El suplemento de negocios del diario de referencia publica un reportaje en primera plana de la edición digital que titula así: España camina hacia una sociedad de castas, y subtitula, La igualdad de oportunidades se queda en papel mojado. La crisis rompió el ascensor social y el origen familiar condiciona cada vez más el nivel de ingresos. No es una primicia periodística ni algo sobre lo que no estemos todos al cabo de la calle, la novedad reside en que aparezca estampado en este medio en el que ayer mismo, su ex director firmaba un artículo de opinión en el que reclamaba el retorno de la casta y sentenciaba que solo una agrupación post electoral de sedicentes fuerzas constitucionalistas pepé-pesoe a la que añadía el partido naranja de don Rivera, quizá por indicación de algún banquero, para sacar al país de este largo bloqueo y conducirlo hacia el futuro con garantías. Futuro ¿cuál?, con garantías ¿de qué?
En la primera ocasión en que asistí a un acto de podemos, hace tres años, me asaltó la corazonada de que el partido morado tenía detrás una energía y eran depositarios de una esperanza anidada en la sociedad muy superior a su capacidad como ideólogos, organizadores y estrategas. Esta intuición se ha confirmado con el tiempo. El partido creció hasta alcanzar la insólita representación de setenta y un diputados, a pesar del durísimo fuego graneado con fue recibido desde, entre otras atalayas del sistema, las páginas del diario de referencia. Ahora, después de un interminable periodo de autodestrucción, aún conserva la esperanza de mantener al menos la mitad de esta representación. Podemos ha sido el motor de algunos de los (pocos) cambios de cariz progresista registrados en la azarosa senda del país, y en debates clave, como el conflicto territorial, ha mantenido una consecuente actitud federalista en medio del rigor obtuso de los nacionalistas de ambos lados. Pero estos méritos quedan opacados por su crisis interna.

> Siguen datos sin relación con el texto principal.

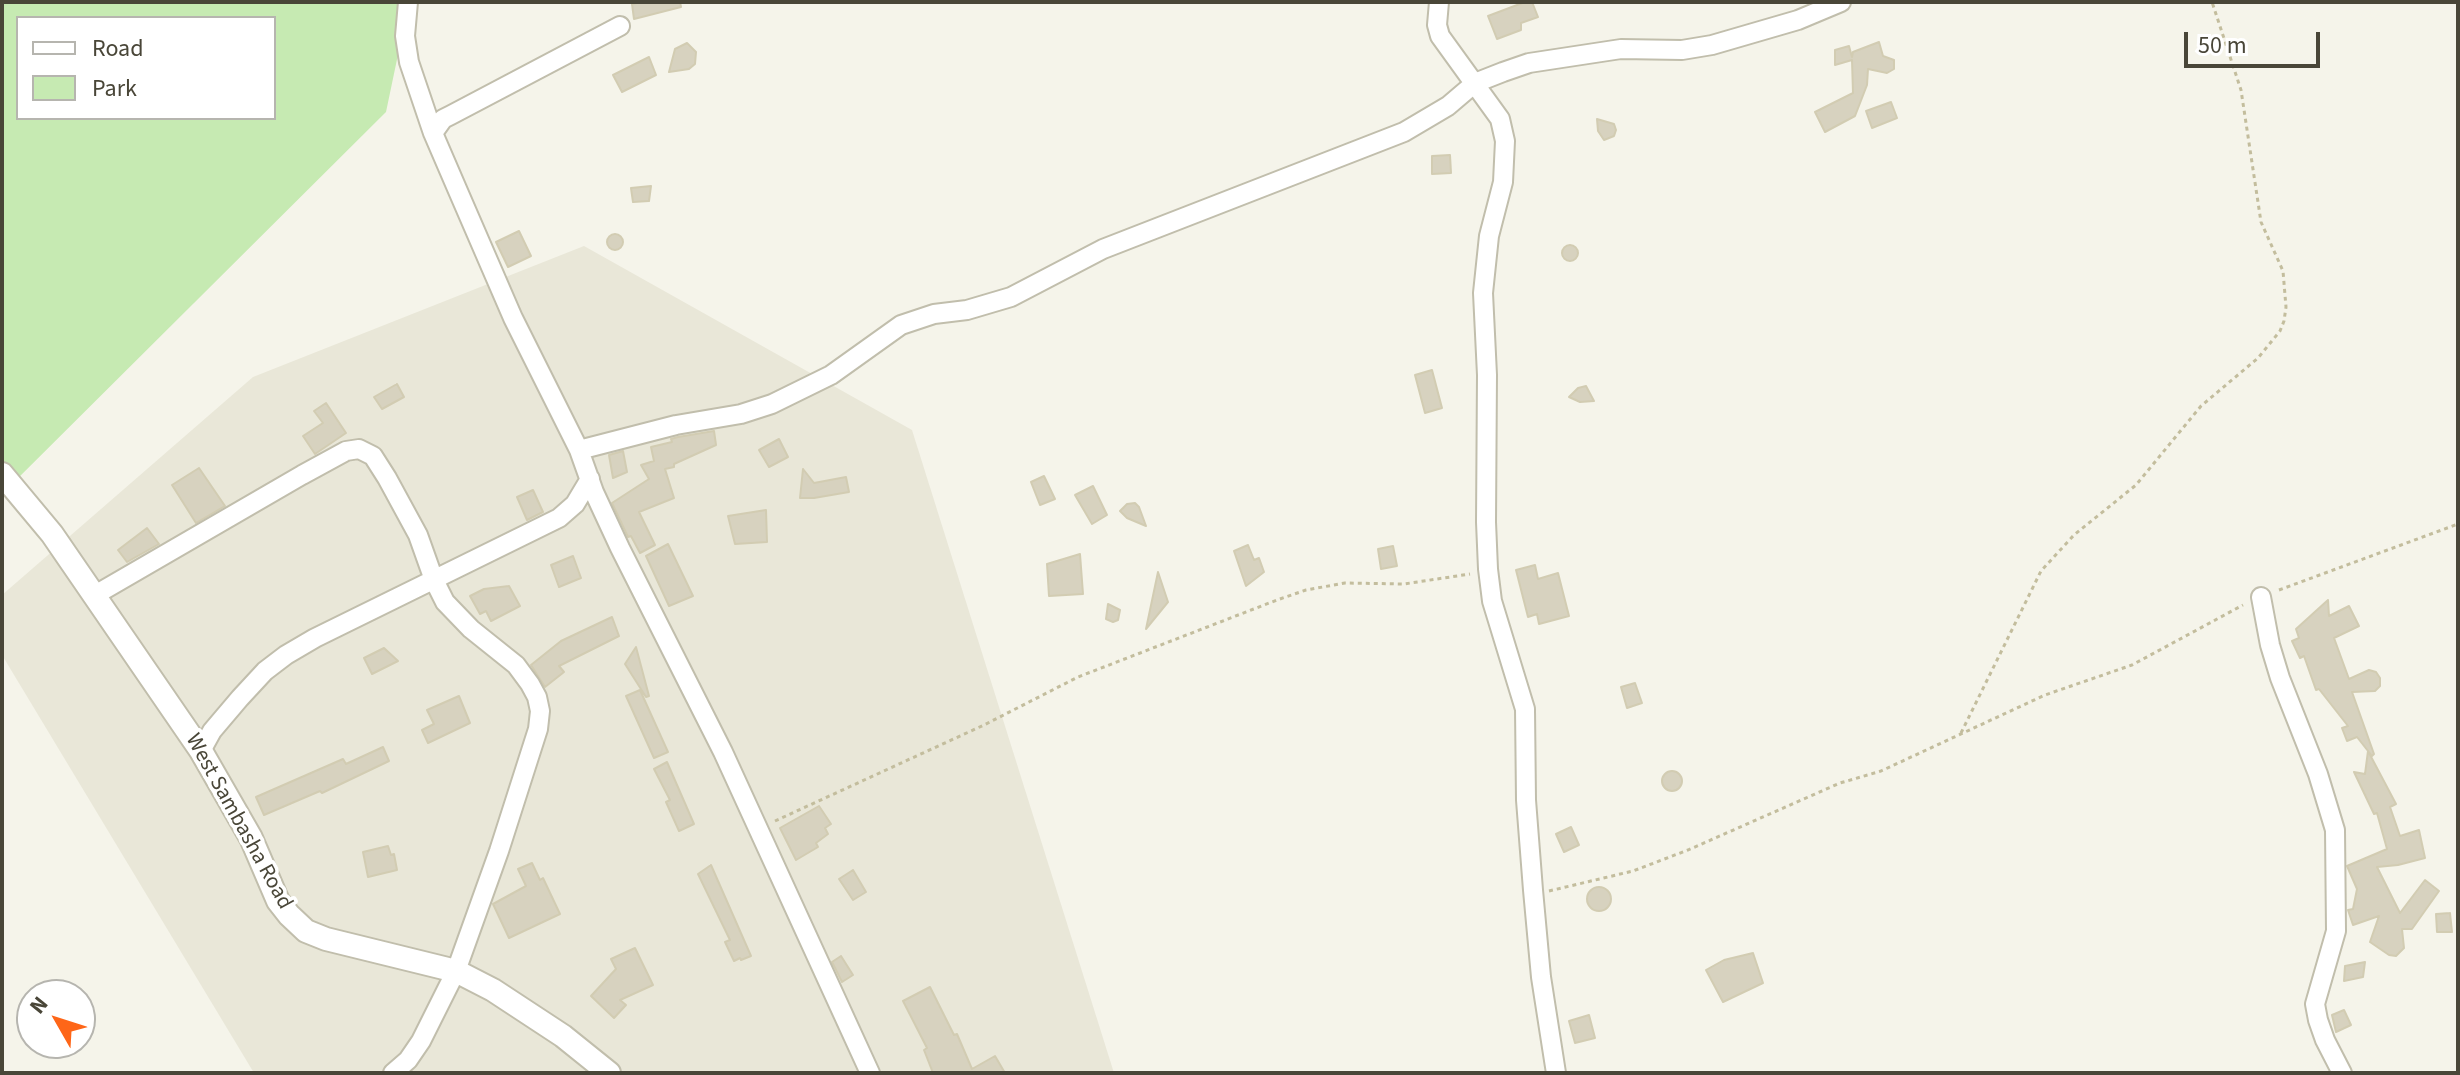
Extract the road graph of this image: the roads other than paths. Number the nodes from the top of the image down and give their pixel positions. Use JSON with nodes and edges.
{"nodes":[{"id":1,"x":408,"y":2,"type":"edge"},
{"id":2,"x":1439,"y":2,"type":"edge"},
{"id":3,"x":1841,"y":2,"type":"edge"},
{"id":4,"x":620,"y":26,"type":"dead end"},
{"id":5,"x":1475,"y":83,"type":"junction"},
{"id":6,"x":433,"y":133,"type":"junction"},
{"id":7,"x":579,"y":450,"type":"junction"},
{"id":8,"x":2,"y":474,"type":"edge"},
{"id":9,"x":590,"y":479,"type":"junction"},
{"id":10,"x":434,"y":580,"type":"junction"},
{"id":11,"x":95,"y":595,"type":"junction"},
{"id":12,"x":2261,"y":597,"type":"road end"},
{"id":13,"x":201,"y":751,"type":"junction"},
{"id":14,"x":456,"y":971,"type":"junction"},
{"id":15,"x":393,"y":1073,"type":"edge"},
{"id":16,"x":609,"y":1073,"type":"edge"},
{"id":17,"x":870,"y":1073,"type":"edge"},
{"id":18,"x":1556,"y":1073,"type":"edge"},
{"id":19,"x":2342,"y":1073,"type":"edge"}],
"edges":[{"from":1,"to":6,"type":"street"},
{"from":2,"to":5,"type":"street"},
{"from":3,"to":5,"type":"street"},
{"from":4,"to":6,"type":"street"},
{"from":5,"to":7,"type":"street"},
{"from":5,"to":18,"type":"street"},
{"from":6,"to":7,"type":"street"},
{"from":7,"to":9,"type":"street"},
{"from":8,"to":11,"type":"street","name":"West Sambasha Road"},
{"from":9,"to":10,"type":"street"},
{"from":9,"to":17,"type":"street"},
{"from":10,"to":11,"type":"street"},
{"from":10,"to":13,"type":"street"},
{"from":10,"to":14,"type":"street"},
{"from":11,"to":13,"type":"street","name":"West Sambasha Road"},
{"from":12,"to":19,"type":"street"},
{"from":13,"to":14,"type":"street","name":"West Sambasha Road"},
{"from":14,"to":15,"type":"street"},
{"from":14,"to":16,"type":"street","name":"West Sambasha Road"}]}
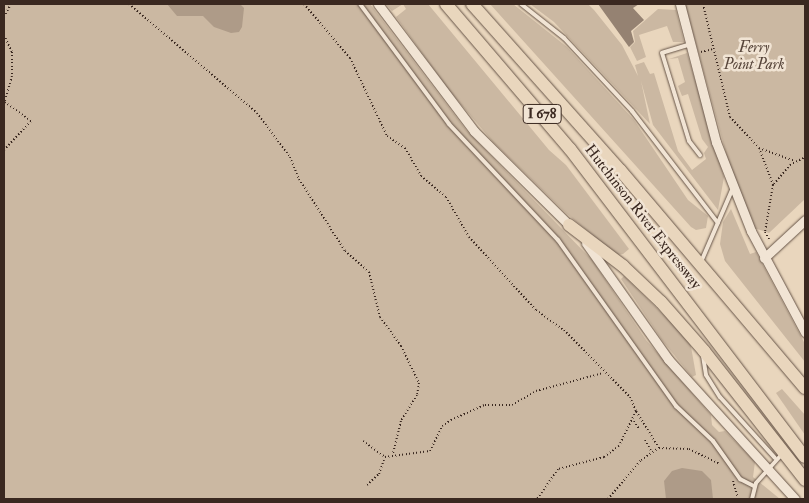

Podemos no ha llegado a su mayoría de edad, como lo prueba la incomprensible sucesión de deserciones, fugas y fragmentaciones que la formación ha sufrido en los últimos meses. Don Iglesias, definitivamente investido de líder carismático, ha vuelto de su dilatado retiro doméstico y se le esperaba con ganas, diríase que con un punto de desesperación, a juzgar por el recibimiento que ha tenido en su primer mitin. El discurso de bienvenida ha sido vibrante y previsible: una mezcla de arrojo y didáctica, de arenga y cálculo, de mesianismo y condescendencia. En el torrente verbal, una anécdota brilló por su autenticidad, la de una enfermera pediátrica, de las varias que ha debido conocer el líder podemita en este periodo dedicado al cuidado de su prole, que le preguntó cómo podía contribuir económicamente al partido. La anécdota, sentida por el orador, resume el desafío planteado. La gente –la némesis de la casta en la teología podemita– necesita saber qué ha de hacer para recuperar su lugar en la sociedad de la que está siendo masivamente expulsada. La respuesta aún está pendiente.